Celebrating Recent Work by Nathan Gorelick
The Unwritten Enlightenment: Literature between Ideology and the Unconscious
by Nathan Gorelick
Unveiling the fantasies that drove the Enlightenment and created modern literature
Nathan Gorelick’s The Unwritten Enlightenment: Literature between Ideology and the Unconscious traces the relations between literary criticism and psychoanalysis to their shared origins in the Enlightenment era’s novels and novelistic discourse, where the period’s efforts to invent new notions of subjectivity and individualism are most apparent. Gorelick shows how modern concepts of literature and the unconscious were generated in response to these efforts and by an ethical concern for what the language of the Enlightenment excludes, represses, or struggles to erase.

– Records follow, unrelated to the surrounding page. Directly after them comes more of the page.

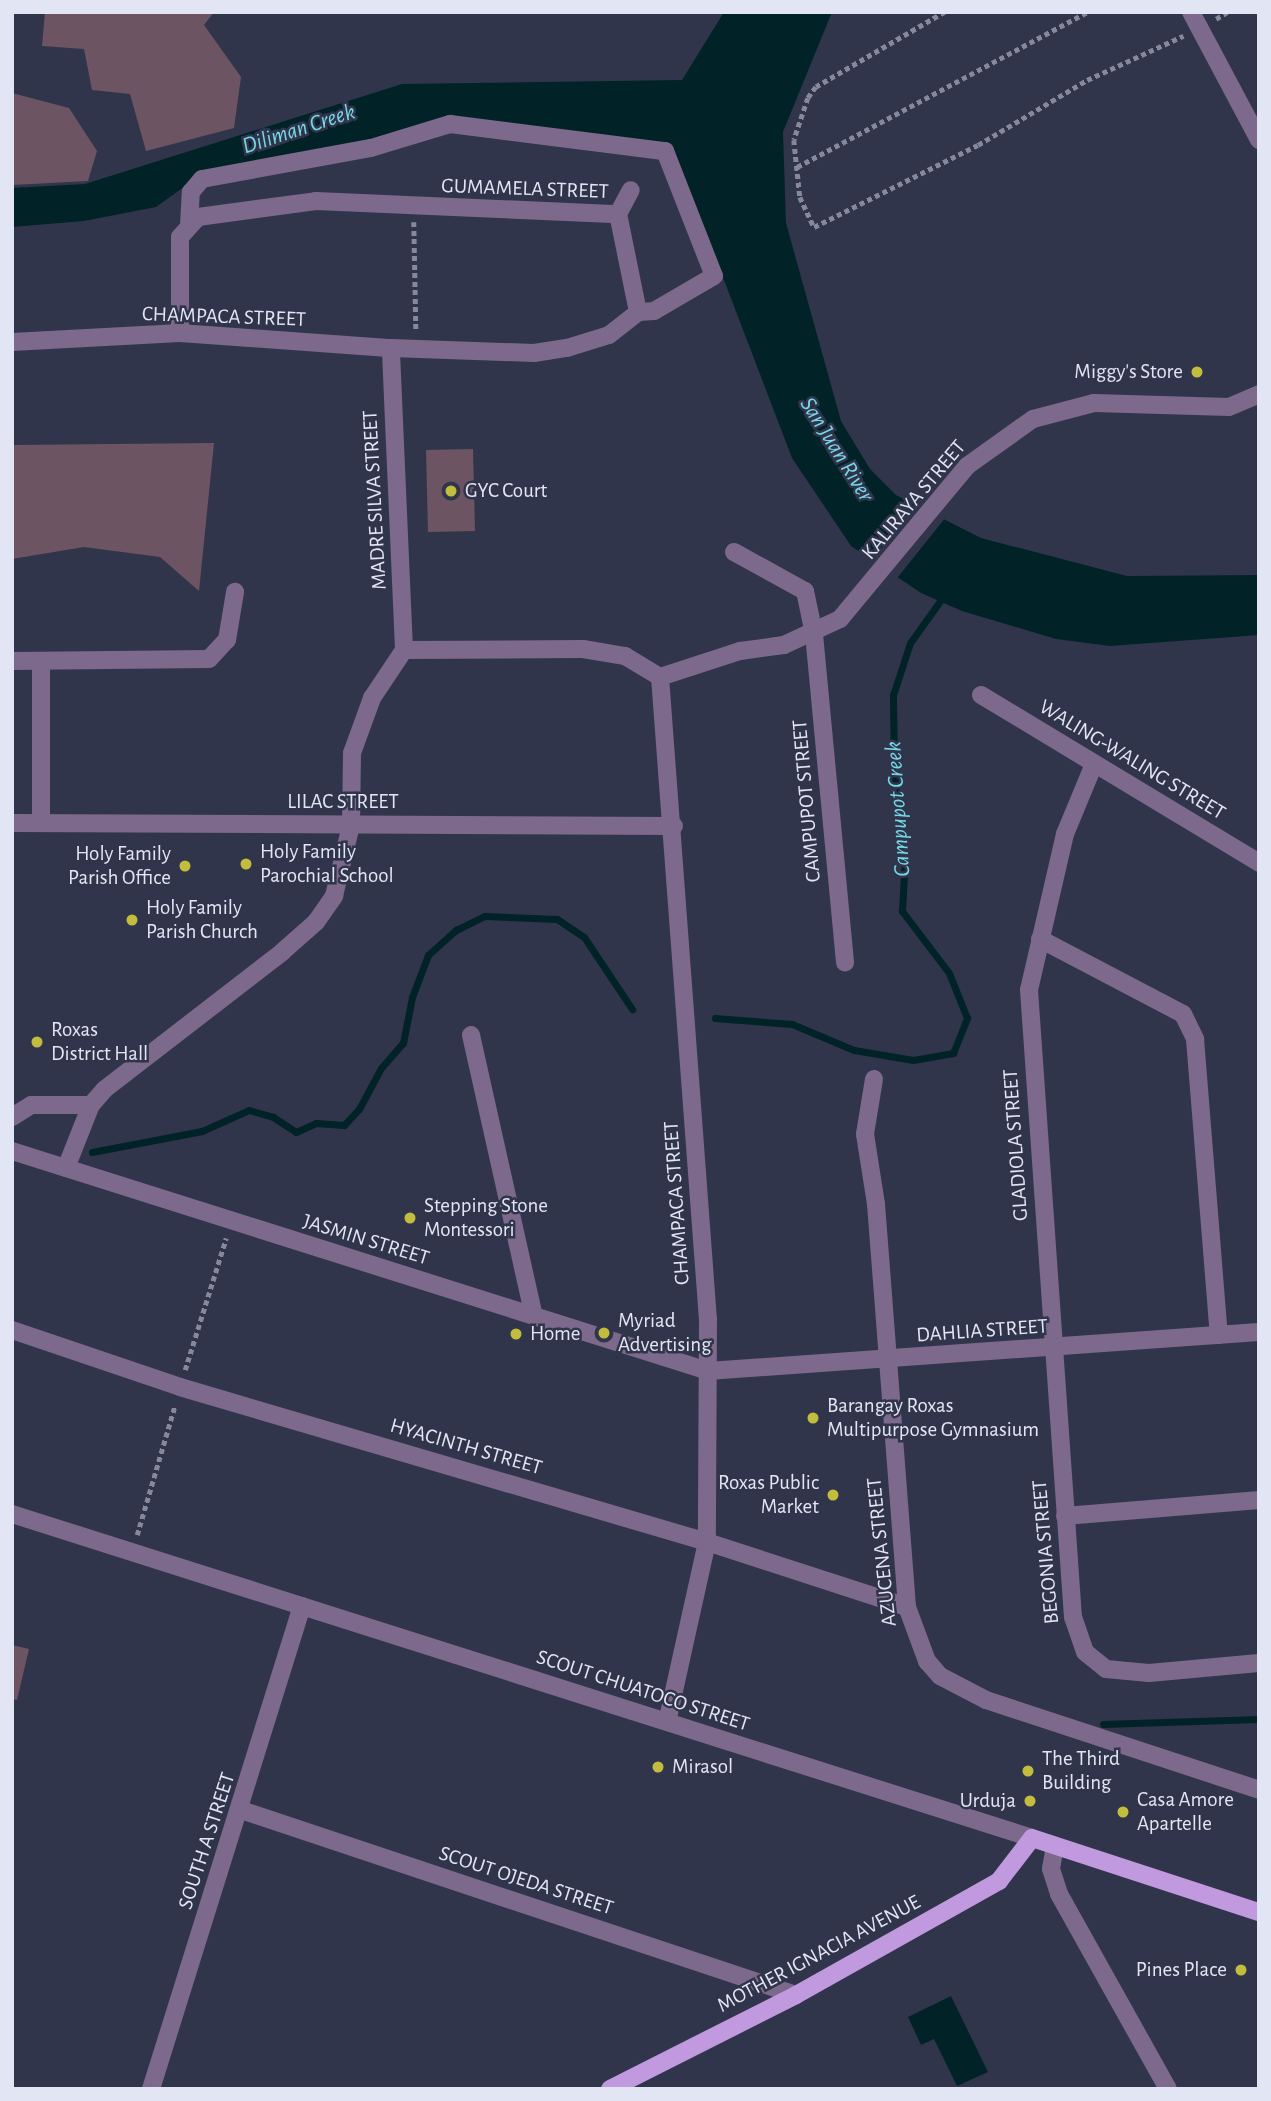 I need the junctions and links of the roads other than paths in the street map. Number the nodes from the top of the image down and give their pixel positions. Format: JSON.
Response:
{"nodes":[{"id":1,"x":1194,"y":20,"type":"edge"},
{"id":2,"x":1259,"y":140,"type":"edge"},
{"id":3,"x":631,"y":190,"type":"dead end"},
{"id":4,"x":618,"y":214,"type":"junction"},
{"id":5,"x":189,"y":226,"type":"junction"},
{"id":6,"x":638,"y":312,"type":"junction"},
{"id":7,"x":180,"y":333,"type":"junction"},
{"id":8,"x":12,"y":342,"type":"edge"},
{"id":9,"x":391,"y":348,"type":"junction"},
{"id":10,"x":1259,"y":394,"type":"edge"},
{"id":11,"x":734,"y":552,"type":"dead end"},
{"id":12,"x":235,"y":592,"type":"dead end"},
{"id":13,"x":814,"y":634,"type":"junction"},
{"id":14,"x":404,"y":650,"type":"junction"},
{"id":15,"x":41,"y":661,"type":"junction"},
{"id":16,"x":12,"y":662,"type":"edge"},
{"id":17,"x":660,"y":677,"type":"junction"},
{"id":18,"x":981,"y":695,"type":"dead end"},
{"id":19,"x":1094,"y":764,"type":"junction"},
{"id":20,"x":12,"y":823,"type":"edge"},
{"id":21,"x":41,"y":823,"type":"junction"},
{"id":22,"x":351,"y":825,"type":"junction"},
{"id":23,"x":674,"y":825,"type":"junction"},
{"id":24,"x":1259,"y":863,"type":"edge"},
{"id":25,"x":1040,"y":939,"type":"junction"},
{"id":26,"x":845,"y":963,"type":"dead end"},
{"id":27,"x":471,"y":1035,"type":"dead end"},
{"id":28,"x":874,"y":1079,"type":"dead end"},
{"id":29,"x":91,"y":1105,"type":"junction"},
{"id":30,"x":12,"y":1117,"type":"edge"},
{"id":31,"x":12,"y":1151,"type":"edge"},
{"id":32,"x":66,"y":1168,"type":"junction"},
{"id":33,"x":534,"y":1316,"type":"junction"},
{"id":34,"x":12,"y":1330,"type":"edge"},
{"id":35,"x":1259,"y":1332,"type":"edge"},
{"id":36,"x":1219,"y":1335,"type":"junction"},
{"id":37,"x":1052,"y":1350,"type":"junction"},
{"id":38,"x":888,"y":1360,"type":"junction"},
{"id":39,"x":708,"y":1371,"type":"junction"},
{"id":40,"x":1259,"y":1500,"type":"edge"},
{"id":41,"x":12,"y":1514,"type":"edge"},
{"id":42,"x":1065,"y":1516,"type":"junction"},
{"id":43,"x":707,"y":1542,"type":"junction"},
{"id":44,"x":302,"y":1606,"type":"junction"},
{"id":45,"x":907,"y":1606,"type":"junction"},
{"id":46,"x":1259,"y":1663,"type":"edge"},
{"id":47,"x":667,"y":1722,"type":"junction"},
{"id":48,"x":1259,"y":1790,"type":"edge"},
{"id":49,"x":242,"y":1810,"type":"junction"},
{"id":50,"x":1032,"y":1838,"type":"junction"},
{"id":51,"x":1055,"y":1846,"type":"junction"},
{"id":52,"x":1259,"y":1912,"type":"edge"},
{"id":53,"x":796,"y":1995,"type":"junction"},
{"id":54,"x":152,"y":2089,"type":"edge"},
{"id":55,"x":610,"y":2089,"type":"edge"},
{"id":56,"x":1168,"y":2089,"type":"edge"}],
"edges":[{"from":1,"to":2,"type":"street"},
{"from":3,"to":4,"type":"street"},
{"from":4,"to":5,"type":"street","name":"GUMAMELA STREET"},
{"from":4,"to":6,"type":"street","name":"GUMAMELA STREET"},
{"from":5,"to":6,"type":"street"},
{"from":5,"to":7,"type":"street"},
{"from":6,"to":9,"type":"street"},
{"from":7,"to":8,"type":"street","name":"CHAMPACA STREET"},
{"from":7,"to":9,"type":"street","name":"CHAMPACA STREET"},
{"from":9,"to":14,"type":"street","name":"MADRE SILVA STREET"},
{"from":10,"to":13,"type":"street","name":"KALIRAYA STREET"},
{"from":11,"to":13,"type":"street","name":"CAMPUPOT STREET"},
{"from":12,"to":15,"type":"street"},
{"from":13,"to":17,"type":"street","name":"KALIRAYA STREET"},
{"from":13,"to":26,"type":"street","name":"CAMPUPOT STREET"},
{"from":14,"to":17,"type":"street"},
{"from":14,"to":22,"type":"street"},
{"from":15,"to":16,"type":"street"},
{"from":15,"to":21,"type":"street"},
{"from":17,"to":23,"type":"street","name":"CHAMPACA STREET"},
{"from":18,"to":19,"type":"street","name":"WALING-WALING STREET"},
{"from":19,"to":24,"type":"street","name":"WALING-WALING STREET"},
{"from":19,"to":25,"type":"street","name":"GLADIOLA STREET"},
{"from":20,"to":21,"type":"street","name":"LILAC STREET"},
{"from":21,"to":22,"type":"street","name":"LILAC STREET"},
{"from":22,"to":23,"type":"street","name":"LILAC STREET"},
{"from":22,"to":29,"type":"street"},
{"from":23,"to":39,"type":"street","name":"CHAMPACA STREET"},
{"from":25,"to":36,"type":"street"},
{"from":25,"to":37,"type":"street","name":"GLADIOLA STREET"},
{"from":27,"to":33,"type":"street"},
{"from":28,"to":38,"type":"street","name":"AZUCENA STREET"},
{"from":29,"to":30,"type":"street"},
{"from":29,"to":32,"type":"street"},
{"from":31,"to":32,"type":"street","name":"JASMIN STREET"},
{"from":32,"to":33,"type":"street","name":"JASMIN STREET"},
{"from":33,"to":39,"type":"street","name":"JASMIN STREET"},
{"from":34,"to":43,"type":"street","name":"HYACINTH STREET"},
{"from":35,"to":36,"type":"street","name":"DAHLIA STREET"},
{"from":36,"to":37,"type":"street","name":"DAHLIA STREET"},
{"from":37,"to":38,"type":"street","name":"DAHLIA STREET"},
{"from":37,"to":42,"type":"street","name":"BEGONIA STREET"},
{"from":38,"to":39,"type":"street","name":"DAHLIA STREET"},
{"from":38,"to":45,"type":"street","name":"AZUCENA STREET"},
{"from":39,"to":43,"type":"street","name":"CHAMPACA STREET"},
{"from":40,"to":42,"type":"street"},
{"from":41,"to":44,"type":"street","name":"SCOUT CHUATOCO STREET"},
{"from":42,"to":46,"type":"street","name":"BEGONIA STREET"},
{"from":43,"to":45,"type":"street","name":"HYACINTH STREET"},
{"from":43,"to":47,"type":"street","name":"CHAMPACA STREET"},
{"from":44,"to":47,"type":"street","name":"SCOUT CHUATOCO STREET"},
{"from":44,"to":49,"type":"street","name":"SOUTH A STREET"},
{"from":45,"to":48,"type":"street","name":"AZUCENA STREET"},
{"from":47,"to":50,"type":"street","name":"SCOUT CHUATOCO STREET"},
{"from":49,"to":53,"type":"street","name":"SCOUT OJEDA STREET"},
{"from":49,"to":54,"type":"street","name":"SOUTH A STREET"},
{"from":50,"to":51,"type":"main road","name":"SCOUT CHUATOCO STREET"},
{"from":50,"to":53,"type":"main road","name":"MOTHER IGNACIA AVENUE"},
{"from":51,"to":52,"type":"main road","name":"SCOUT CHUATOCO STREET"},
{"from":51,"to":56,"type":"street"},
{"from":53,"to":55,"type":"main road","name":"MOTHER IGNACIA AVENUE"}]}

Troubling the idea of the Enlightenment on its own terms, subverting its supposed authority from within, Gorelick thus reveals the workings of unconscious fantasy at the foundations of our contemporary political realities. The Unwritten Enlightenment makes clear that to criticize the Enlightenment’s deficiencies, ambiguities, and legacies of violence without regard for the unconscious fantasies that drive them risks reproducing the very patterns of thought, action, and imagination that the Enlightenment novel already unsettles.
About the Author
Nathan Gorelick teaches in the English Department and for the First-Year Experience program at Barnard College. His areas of expertise include British and Continental Literature from the Restoration through Romanticism, Enlightenment philosophy and ideology, literary theory, and psychoanalysis. Before joining the faculty at Barnard, he was Associate Professor of English at Utah Valley University. His work has appeared in numerous journals of literary theory and Continental philosophy, including CR: The New Centennial Review, Continental Thought and Theory, Discourse, Parapraxis, Psychoanalytic Review, and Umbr(a): A Journal of the Unconscious. He is also an analyst in formation and Candidate in the Post-Graduate Certificate Program in Psychoanalysis at the Pulsion Institute in New York.